====== LISTED ENTRIES ======

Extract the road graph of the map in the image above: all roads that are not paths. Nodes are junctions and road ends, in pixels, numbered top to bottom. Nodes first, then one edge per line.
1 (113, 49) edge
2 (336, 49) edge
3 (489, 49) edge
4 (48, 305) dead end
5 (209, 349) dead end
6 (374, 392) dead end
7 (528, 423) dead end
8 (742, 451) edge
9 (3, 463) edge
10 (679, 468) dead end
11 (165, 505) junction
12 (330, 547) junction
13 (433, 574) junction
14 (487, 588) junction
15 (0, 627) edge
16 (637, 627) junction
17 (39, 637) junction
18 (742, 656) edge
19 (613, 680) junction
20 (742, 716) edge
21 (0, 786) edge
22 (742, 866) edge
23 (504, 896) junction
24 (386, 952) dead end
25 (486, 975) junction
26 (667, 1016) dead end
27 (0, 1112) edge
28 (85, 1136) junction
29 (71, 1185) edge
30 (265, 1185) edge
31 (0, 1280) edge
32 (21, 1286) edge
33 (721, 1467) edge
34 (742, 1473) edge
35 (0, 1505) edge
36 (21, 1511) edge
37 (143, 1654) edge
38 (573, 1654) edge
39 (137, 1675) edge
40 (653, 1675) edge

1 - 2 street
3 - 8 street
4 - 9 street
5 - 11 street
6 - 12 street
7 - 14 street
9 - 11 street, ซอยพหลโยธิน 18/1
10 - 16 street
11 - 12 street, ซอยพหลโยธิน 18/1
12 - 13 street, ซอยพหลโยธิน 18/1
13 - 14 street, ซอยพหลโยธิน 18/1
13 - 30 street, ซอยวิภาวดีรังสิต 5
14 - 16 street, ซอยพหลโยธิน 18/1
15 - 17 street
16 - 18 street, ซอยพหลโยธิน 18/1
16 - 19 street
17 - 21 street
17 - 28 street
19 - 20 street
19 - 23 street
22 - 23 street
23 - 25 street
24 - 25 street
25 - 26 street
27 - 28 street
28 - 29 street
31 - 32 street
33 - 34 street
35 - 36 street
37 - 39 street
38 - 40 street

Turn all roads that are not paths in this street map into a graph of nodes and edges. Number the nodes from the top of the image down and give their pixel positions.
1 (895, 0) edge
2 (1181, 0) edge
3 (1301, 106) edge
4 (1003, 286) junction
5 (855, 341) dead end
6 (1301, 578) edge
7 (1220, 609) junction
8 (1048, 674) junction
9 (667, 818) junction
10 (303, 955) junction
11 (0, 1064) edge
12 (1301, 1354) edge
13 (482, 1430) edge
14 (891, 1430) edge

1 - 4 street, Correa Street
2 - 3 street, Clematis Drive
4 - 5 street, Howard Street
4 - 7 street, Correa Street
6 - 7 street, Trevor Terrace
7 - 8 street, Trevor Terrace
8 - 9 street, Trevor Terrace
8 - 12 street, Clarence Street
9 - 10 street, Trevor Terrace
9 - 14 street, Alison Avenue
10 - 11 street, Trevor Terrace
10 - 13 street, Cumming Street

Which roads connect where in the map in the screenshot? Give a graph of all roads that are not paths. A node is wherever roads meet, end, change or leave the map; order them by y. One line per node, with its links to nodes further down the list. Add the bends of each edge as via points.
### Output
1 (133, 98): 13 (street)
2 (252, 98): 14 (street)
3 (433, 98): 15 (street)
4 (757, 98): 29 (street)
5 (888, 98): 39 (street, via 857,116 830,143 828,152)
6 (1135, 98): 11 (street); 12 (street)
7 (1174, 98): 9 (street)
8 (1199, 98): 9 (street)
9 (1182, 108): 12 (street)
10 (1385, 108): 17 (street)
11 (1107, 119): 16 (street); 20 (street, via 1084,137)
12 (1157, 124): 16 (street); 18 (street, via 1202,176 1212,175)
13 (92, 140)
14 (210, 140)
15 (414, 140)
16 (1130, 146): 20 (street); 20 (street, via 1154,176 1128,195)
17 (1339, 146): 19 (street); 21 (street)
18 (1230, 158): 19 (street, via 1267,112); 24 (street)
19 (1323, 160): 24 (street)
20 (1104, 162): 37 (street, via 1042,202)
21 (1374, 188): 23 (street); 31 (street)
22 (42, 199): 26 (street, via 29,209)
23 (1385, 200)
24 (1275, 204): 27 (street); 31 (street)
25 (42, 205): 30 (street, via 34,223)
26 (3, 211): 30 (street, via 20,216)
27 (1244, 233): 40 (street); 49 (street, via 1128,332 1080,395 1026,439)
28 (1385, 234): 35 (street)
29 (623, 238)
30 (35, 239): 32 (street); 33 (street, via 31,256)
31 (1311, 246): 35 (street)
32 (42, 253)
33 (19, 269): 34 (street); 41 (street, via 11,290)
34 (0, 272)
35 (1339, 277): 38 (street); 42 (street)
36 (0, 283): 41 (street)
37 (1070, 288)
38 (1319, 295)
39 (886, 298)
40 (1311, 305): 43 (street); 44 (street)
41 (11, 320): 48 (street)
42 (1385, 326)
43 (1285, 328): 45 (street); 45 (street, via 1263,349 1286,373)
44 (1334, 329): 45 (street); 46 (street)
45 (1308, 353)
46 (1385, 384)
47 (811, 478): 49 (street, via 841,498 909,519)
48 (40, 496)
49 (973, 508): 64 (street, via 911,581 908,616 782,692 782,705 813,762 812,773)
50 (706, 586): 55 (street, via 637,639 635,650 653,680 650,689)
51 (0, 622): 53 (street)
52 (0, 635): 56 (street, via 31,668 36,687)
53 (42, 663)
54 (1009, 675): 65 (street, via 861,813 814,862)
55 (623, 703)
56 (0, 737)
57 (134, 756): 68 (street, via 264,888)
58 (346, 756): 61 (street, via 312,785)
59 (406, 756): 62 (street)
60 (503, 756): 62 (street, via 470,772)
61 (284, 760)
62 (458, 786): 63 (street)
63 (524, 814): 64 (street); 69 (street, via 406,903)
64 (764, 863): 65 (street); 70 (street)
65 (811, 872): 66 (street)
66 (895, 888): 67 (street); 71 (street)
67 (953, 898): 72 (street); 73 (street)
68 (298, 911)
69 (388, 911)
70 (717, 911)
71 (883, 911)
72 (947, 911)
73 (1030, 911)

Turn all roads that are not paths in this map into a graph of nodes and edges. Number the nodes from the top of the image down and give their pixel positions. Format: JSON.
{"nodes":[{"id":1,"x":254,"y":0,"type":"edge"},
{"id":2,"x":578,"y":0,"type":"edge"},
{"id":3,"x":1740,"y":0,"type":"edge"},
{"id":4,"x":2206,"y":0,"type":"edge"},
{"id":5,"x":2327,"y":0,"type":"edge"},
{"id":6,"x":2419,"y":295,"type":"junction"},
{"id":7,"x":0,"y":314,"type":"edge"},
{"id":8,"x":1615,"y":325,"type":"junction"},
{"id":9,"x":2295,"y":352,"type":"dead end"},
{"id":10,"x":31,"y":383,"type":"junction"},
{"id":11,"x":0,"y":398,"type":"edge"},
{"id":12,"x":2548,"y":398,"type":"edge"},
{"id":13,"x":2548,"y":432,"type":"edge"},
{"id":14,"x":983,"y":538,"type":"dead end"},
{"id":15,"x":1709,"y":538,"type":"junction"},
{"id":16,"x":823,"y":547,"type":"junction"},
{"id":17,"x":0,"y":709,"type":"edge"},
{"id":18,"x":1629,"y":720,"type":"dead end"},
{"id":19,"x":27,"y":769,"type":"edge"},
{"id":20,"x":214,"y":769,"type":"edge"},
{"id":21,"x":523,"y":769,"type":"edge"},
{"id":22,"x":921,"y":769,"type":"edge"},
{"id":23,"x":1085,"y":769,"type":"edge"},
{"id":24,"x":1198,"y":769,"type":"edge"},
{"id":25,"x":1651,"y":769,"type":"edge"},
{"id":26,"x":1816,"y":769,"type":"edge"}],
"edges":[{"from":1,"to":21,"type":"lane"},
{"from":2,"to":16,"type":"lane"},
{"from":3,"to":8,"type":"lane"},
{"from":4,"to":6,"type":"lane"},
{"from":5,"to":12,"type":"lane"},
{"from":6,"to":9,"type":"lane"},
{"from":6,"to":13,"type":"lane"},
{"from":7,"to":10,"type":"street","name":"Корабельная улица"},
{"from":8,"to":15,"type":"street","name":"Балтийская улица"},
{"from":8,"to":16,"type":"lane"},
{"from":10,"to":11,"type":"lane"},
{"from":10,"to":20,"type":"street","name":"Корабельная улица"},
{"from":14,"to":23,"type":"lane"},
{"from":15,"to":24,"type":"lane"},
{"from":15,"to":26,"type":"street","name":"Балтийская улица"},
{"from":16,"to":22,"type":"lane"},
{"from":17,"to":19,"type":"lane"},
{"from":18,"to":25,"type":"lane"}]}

======

PROBLEM DETAILS:
Copy out each line of the data above, exactly, if it lies between the line holding "Turn all roads that are not paths in this street" and the line holding "Which roads connect", inclusive; copy no other line.

EXPECTED ANSWER:
Turn all roads that are not paths in this street map into a graph of nodes and edges. Number the nodes from the top of the image down and give their pixel positions.
1 (895, 0) edge
2 (1181, 0) edge
3 (1301, 106) edge
4 (1003, 286) junction
5 (855, 341) dead end
6 (1301, 578) edge
7 (1220, 609) junction
8 (1048, 674) junction
9 (667, 818) junction
10 (303, 955) junction
11 (0, 1064) edge
12 (1301, 1354) edge
13 (482, 1430) edge
14 (891, 1430) edge

1 - 4 street, Correa Street
2 - 3 street, Clematis Drive
4 - 5 street, Howard Street
4 - 7 street, Correa Street
6 - 7 street, Trevor Terrace
7 - 8 street, Trevor Terrace
8 - 9 street, Trevor Terrace
8 - 12 street, Clarence Street
9 - 10 street, Trevor Terrace
9 - 14 street, Alison Avenue
10 - 11 street, Trevor Terrace
10 - 13 street, Cumming Street

Which roads connect where in the map in the screenshot? Give a graph of all roads that are not paths. A node is wherever roads meet, end, change or leave the map; order them by y. One line per node, with its links to nodes further down the list. Add the bends of each edge as via points.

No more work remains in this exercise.